Iceland Airwaves offers a Small Slice of Midpoint in the North Atlantic
It is just a little past 8 in the morning and there’s a flurry of activity in Keflavik airport as red eye flights like mine have landed and bleary-eyed travelers are making their way through customs and the duty free shops before being welcomed to Iceland by unrelenting winds of 40-50 mph and a high temperature around 33 degrees Fahrenheit. If you weren’t awake before, you are now.
I’ve arrived a few days ahead of the 20th anniversary Iceland Airwaves music festival, a festival that calls into my mind the fondness and nostalgia for the early days of Midpoint Music Festival. Though it seems an unlikely place to be reminded of the former Cincinnati music mainstay festival, there are more commonalities than there are differences between the two music scenes. I’m eager to bring some of this vibrant music scene from the North Atlantic into conversation with the diverse musical background of the Queen City.
Iceland Airwaves began originally as a one off event in an airport hangar in 1999. It has since grown into one of the most important winter events for the city of Reykjavik. The festival also strikes a balance between placing a spotlight on emerging artists as well as incorporating more established acts. Past headliners have included Bjork, The Flaming Lips, and Kraftwerk. Artists such as Sufjan Stevens, Dirty Projectors, and James Blake also performed in the early stages of their careers.
The set up for the Iceland Airwaves festival is similar to of the early days of MPMF with a number of venues of various sizes around Reykjavík hosting artists. There’s Húrra, which has a vibe similar to the Comet or the backroom of Northside Tavern. Iðnó and Gamla Bió are beautiful old spaces much like the Woodward Theater. Then there’s one of my favorite venues, Gaukurinn, which is like the punk Icelandic cousin to Cincinnati’s Northside Yacht Club, complete with its own amazing vegan kitchen, Veganæs.
Beside the official venues, Iceland Airwaves also lists a number of official off venue sites where anyone in Reykjavík can catch artists, without a festival wristband or the approximately $200 cost associated with a ticket. These gigs tend to start and end a little earlier in the day and are popular with the locals as well as festival goers.
Historically, there have been no limits to how many gigs an artist can perform on and off venue during Airwaves. As a result, I was fortunate last year during my first Airwaves trip to catch the synth-punk trio, Kælan Mikla, twice. They’ve recently attracted a lot of attention as they were invited to participate in Robert Smith's--yes, that Robert Smith--Meltdown festival this year and opened for Placebo. The hip hop duo, Úlfur Úlfur, played six gigs last year, of which I followed along to see three of as they are a personal favorite. I went in cold to off venue gigs at Lucky Records and was so wowed by performances of bands there, I had to track them down later to see their on venue performances as well.

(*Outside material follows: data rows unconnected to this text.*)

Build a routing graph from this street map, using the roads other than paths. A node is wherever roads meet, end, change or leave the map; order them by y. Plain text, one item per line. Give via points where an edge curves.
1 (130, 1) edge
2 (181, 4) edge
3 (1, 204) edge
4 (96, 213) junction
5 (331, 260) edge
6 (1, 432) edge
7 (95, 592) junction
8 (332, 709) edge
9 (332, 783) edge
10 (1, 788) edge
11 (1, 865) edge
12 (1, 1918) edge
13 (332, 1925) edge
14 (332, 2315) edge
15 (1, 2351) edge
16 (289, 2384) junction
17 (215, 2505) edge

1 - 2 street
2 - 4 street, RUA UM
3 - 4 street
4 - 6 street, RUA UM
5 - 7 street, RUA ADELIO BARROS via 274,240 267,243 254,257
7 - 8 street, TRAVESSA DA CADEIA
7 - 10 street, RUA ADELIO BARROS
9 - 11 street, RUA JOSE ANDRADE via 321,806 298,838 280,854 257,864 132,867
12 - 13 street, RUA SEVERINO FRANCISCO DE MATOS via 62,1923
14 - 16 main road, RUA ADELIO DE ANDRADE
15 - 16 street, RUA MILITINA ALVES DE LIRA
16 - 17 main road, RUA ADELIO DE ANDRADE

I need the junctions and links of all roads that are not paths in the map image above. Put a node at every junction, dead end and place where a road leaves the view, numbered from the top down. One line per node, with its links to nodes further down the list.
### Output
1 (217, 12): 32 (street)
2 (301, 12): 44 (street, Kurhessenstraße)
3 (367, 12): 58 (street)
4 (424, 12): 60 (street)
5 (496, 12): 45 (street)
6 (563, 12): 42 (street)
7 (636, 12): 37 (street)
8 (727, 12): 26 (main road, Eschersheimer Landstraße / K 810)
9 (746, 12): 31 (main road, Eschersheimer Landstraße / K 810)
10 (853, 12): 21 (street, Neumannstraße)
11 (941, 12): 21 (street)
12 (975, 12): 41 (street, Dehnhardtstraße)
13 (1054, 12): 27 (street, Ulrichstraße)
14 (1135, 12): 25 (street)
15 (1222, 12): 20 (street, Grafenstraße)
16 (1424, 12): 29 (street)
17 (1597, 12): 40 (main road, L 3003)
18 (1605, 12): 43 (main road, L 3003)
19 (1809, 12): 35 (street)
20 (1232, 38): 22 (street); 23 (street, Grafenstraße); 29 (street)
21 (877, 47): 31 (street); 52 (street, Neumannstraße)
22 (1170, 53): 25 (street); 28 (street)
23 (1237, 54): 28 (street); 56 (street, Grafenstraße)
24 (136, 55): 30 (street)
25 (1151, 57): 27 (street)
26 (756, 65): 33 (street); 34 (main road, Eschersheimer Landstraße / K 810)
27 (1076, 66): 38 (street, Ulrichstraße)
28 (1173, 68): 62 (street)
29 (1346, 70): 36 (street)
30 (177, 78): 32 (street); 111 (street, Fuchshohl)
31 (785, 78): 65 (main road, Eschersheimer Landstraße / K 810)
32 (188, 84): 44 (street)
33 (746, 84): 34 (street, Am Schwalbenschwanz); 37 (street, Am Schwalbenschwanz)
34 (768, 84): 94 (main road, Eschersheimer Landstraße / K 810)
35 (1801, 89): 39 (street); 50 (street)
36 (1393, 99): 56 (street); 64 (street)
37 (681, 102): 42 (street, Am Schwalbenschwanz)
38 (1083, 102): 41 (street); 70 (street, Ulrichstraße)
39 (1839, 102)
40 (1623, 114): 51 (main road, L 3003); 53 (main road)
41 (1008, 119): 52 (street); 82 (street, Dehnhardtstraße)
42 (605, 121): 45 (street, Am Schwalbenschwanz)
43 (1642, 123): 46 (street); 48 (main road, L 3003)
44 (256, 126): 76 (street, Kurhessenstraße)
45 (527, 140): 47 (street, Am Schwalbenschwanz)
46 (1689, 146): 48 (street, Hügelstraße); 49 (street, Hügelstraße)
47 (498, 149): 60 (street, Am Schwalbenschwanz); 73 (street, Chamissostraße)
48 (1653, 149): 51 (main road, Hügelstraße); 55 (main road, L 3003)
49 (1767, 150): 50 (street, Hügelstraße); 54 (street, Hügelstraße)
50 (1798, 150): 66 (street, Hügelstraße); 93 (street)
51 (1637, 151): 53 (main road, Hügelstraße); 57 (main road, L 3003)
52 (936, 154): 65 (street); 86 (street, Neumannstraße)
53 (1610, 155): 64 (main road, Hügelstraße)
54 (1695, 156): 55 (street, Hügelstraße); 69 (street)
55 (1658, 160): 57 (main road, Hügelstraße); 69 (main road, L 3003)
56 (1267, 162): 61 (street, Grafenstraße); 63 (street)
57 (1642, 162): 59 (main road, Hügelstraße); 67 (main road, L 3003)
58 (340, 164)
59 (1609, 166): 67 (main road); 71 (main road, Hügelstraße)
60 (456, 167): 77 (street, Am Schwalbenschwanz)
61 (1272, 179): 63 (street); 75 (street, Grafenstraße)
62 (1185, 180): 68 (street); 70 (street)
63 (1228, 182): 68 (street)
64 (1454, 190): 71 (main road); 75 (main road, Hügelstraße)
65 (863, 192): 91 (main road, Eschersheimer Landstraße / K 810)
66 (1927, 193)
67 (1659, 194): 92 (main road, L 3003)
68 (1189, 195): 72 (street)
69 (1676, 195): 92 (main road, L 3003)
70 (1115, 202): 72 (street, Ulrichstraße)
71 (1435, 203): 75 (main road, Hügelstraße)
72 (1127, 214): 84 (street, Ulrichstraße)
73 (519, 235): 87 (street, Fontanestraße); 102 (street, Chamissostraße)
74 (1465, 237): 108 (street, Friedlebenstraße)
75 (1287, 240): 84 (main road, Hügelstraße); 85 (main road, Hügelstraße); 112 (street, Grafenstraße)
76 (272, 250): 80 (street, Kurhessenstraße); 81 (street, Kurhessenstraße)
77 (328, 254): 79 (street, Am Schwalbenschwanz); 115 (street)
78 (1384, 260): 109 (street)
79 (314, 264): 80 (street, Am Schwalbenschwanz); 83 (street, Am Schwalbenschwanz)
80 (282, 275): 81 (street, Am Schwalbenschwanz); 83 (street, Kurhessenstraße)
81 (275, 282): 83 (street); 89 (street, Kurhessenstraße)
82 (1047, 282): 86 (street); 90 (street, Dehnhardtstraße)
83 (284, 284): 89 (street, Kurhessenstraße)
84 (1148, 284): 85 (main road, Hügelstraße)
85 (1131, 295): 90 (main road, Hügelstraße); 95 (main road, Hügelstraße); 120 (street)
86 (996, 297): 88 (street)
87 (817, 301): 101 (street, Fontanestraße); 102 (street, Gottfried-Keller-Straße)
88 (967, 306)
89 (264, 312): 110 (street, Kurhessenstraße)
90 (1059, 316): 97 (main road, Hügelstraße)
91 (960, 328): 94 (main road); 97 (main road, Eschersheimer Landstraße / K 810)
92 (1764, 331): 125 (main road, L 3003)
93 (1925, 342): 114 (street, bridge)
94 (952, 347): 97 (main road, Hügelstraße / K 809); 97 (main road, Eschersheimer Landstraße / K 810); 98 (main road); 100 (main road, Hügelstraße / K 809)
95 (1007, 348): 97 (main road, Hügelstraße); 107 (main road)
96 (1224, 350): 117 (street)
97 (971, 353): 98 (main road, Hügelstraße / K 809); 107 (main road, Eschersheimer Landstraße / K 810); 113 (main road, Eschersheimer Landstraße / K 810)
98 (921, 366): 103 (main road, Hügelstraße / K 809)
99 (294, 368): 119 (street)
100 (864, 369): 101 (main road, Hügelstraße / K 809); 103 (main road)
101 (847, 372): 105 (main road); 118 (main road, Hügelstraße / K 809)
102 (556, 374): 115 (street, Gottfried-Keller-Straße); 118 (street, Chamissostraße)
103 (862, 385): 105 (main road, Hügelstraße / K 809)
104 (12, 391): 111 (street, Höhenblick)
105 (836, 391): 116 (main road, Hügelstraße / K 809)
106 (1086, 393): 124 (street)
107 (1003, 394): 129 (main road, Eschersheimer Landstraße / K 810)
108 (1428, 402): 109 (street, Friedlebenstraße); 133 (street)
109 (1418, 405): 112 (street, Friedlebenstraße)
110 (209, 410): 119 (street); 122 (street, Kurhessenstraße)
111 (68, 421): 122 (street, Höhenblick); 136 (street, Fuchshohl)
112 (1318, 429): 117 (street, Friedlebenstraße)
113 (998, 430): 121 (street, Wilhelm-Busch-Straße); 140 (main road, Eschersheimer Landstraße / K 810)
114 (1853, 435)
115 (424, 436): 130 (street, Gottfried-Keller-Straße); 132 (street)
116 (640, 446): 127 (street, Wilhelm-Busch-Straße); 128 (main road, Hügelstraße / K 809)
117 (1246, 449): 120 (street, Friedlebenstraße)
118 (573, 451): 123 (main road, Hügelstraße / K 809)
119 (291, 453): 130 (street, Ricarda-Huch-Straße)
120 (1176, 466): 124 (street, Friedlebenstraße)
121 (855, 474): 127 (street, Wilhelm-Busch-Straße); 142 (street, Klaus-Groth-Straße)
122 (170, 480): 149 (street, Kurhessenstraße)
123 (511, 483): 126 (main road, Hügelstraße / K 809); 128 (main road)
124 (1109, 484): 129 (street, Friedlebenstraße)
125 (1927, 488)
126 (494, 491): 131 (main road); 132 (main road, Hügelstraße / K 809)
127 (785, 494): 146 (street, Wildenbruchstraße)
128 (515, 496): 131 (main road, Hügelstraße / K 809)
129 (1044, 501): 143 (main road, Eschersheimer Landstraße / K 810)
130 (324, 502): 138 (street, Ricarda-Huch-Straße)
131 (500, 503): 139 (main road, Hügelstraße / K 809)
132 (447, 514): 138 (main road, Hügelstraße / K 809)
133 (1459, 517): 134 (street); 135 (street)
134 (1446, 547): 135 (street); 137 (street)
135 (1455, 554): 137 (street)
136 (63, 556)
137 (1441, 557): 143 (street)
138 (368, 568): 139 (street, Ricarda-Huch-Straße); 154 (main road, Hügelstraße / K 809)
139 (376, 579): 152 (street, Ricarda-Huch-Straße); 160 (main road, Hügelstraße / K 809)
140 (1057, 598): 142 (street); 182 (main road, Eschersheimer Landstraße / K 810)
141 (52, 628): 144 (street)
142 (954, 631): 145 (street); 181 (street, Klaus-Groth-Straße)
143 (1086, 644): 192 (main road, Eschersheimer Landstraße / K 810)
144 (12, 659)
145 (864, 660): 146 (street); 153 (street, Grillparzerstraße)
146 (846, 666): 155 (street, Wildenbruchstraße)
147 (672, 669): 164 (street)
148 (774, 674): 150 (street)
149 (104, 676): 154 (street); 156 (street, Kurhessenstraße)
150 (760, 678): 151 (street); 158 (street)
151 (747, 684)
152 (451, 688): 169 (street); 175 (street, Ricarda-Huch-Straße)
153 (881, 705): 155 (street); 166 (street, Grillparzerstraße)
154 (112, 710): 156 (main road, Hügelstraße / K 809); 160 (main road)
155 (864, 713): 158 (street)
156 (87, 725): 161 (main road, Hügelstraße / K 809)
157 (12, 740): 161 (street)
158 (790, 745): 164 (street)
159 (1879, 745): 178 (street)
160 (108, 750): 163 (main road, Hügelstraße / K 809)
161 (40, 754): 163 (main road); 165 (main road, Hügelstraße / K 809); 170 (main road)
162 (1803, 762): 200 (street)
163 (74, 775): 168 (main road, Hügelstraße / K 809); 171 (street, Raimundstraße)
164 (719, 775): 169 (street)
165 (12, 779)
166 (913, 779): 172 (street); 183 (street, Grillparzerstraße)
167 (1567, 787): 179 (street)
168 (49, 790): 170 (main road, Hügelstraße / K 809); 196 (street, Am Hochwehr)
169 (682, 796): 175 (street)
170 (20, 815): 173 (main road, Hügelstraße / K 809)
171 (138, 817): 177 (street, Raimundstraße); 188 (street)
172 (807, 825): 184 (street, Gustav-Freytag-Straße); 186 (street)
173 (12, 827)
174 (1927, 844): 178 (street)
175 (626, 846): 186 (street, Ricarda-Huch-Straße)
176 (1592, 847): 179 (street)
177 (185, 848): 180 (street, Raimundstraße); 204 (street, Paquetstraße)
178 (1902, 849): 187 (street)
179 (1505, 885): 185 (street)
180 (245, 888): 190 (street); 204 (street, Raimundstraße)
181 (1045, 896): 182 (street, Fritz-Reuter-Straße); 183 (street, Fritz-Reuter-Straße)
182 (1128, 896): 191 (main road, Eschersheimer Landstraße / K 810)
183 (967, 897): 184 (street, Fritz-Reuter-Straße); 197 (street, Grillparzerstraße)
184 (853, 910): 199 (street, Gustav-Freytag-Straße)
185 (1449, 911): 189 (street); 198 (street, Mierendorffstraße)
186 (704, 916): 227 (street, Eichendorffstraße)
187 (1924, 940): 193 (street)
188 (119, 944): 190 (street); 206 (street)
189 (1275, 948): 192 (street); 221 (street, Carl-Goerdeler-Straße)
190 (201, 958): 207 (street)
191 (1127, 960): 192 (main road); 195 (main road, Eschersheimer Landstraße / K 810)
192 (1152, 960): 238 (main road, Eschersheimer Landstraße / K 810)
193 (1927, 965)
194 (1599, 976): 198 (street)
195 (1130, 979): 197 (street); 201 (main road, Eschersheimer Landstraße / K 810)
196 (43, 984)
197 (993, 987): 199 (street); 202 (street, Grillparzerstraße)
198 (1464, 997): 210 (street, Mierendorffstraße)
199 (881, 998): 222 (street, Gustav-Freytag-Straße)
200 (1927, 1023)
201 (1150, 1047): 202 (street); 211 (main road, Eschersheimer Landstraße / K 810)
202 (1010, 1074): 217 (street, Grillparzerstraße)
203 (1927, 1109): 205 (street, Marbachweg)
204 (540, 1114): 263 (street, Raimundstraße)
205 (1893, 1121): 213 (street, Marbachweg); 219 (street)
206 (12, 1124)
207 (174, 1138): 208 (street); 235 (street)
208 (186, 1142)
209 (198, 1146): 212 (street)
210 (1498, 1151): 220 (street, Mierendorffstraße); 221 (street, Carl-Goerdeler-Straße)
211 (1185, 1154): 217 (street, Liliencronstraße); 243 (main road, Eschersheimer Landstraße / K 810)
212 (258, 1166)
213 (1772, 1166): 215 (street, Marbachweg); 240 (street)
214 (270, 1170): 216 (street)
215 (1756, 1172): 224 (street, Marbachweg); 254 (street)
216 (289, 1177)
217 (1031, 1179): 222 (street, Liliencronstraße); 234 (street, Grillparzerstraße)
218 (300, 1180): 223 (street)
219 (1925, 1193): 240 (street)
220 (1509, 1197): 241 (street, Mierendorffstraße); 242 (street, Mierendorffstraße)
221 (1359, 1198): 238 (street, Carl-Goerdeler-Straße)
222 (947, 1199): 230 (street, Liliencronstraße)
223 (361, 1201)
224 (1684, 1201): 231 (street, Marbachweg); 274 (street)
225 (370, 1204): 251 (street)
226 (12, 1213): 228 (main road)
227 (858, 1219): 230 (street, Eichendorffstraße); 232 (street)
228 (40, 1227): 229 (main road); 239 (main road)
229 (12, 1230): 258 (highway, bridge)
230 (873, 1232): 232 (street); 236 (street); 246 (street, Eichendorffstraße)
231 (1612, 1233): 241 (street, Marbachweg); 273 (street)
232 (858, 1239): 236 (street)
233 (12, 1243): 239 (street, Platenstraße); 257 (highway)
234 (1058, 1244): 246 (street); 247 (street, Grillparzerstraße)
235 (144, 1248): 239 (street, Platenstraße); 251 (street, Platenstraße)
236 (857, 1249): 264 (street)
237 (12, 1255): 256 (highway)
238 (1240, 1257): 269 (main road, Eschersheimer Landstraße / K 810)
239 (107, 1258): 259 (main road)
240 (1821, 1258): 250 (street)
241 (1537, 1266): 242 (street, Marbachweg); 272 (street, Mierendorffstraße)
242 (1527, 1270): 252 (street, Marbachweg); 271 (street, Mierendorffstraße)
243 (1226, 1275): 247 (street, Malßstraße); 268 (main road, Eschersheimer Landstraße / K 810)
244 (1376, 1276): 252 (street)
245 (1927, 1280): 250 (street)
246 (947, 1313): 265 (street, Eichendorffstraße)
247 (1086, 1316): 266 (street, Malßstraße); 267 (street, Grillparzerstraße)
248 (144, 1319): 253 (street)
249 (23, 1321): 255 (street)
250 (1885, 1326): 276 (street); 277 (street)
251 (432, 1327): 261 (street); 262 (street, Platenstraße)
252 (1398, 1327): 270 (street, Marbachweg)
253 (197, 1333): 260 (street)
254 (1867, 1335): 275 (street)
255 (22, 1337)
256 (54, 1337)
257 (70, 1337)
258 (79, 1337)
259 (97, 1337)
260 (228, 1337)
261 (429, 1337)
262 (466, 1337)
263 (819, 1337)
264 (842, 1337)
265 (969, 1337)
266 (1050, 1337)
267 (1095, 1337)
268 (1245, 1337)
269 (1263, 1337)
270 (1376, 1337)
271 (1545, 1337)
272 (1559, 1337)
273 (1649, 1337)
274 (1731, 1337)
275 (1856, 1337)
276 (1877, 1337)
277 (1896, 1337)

This year, however, the festival has instituted a “one off and one on” rule for artists limiting the number of gigs they can perform during the week of the festival. The response seems to be mixed to this decision. Some artists, such as Arnór Jónasson of the genre-defying rock band VAR, are grateful for the change. “It gives bands time to breathe… the most records of shows that I did, and it’s nothing compared to others, was 8 shows at Airwaves and that was running around for me. When I was done at Airwaves, I just slept the whole Sunday.”
In this twentieth anniversary of Airwaves, the festival certainly has the city buzzing. The official festival runs November 7-10, but there is already a palpable quality to the air in these days leading up that this fest will be one for the record.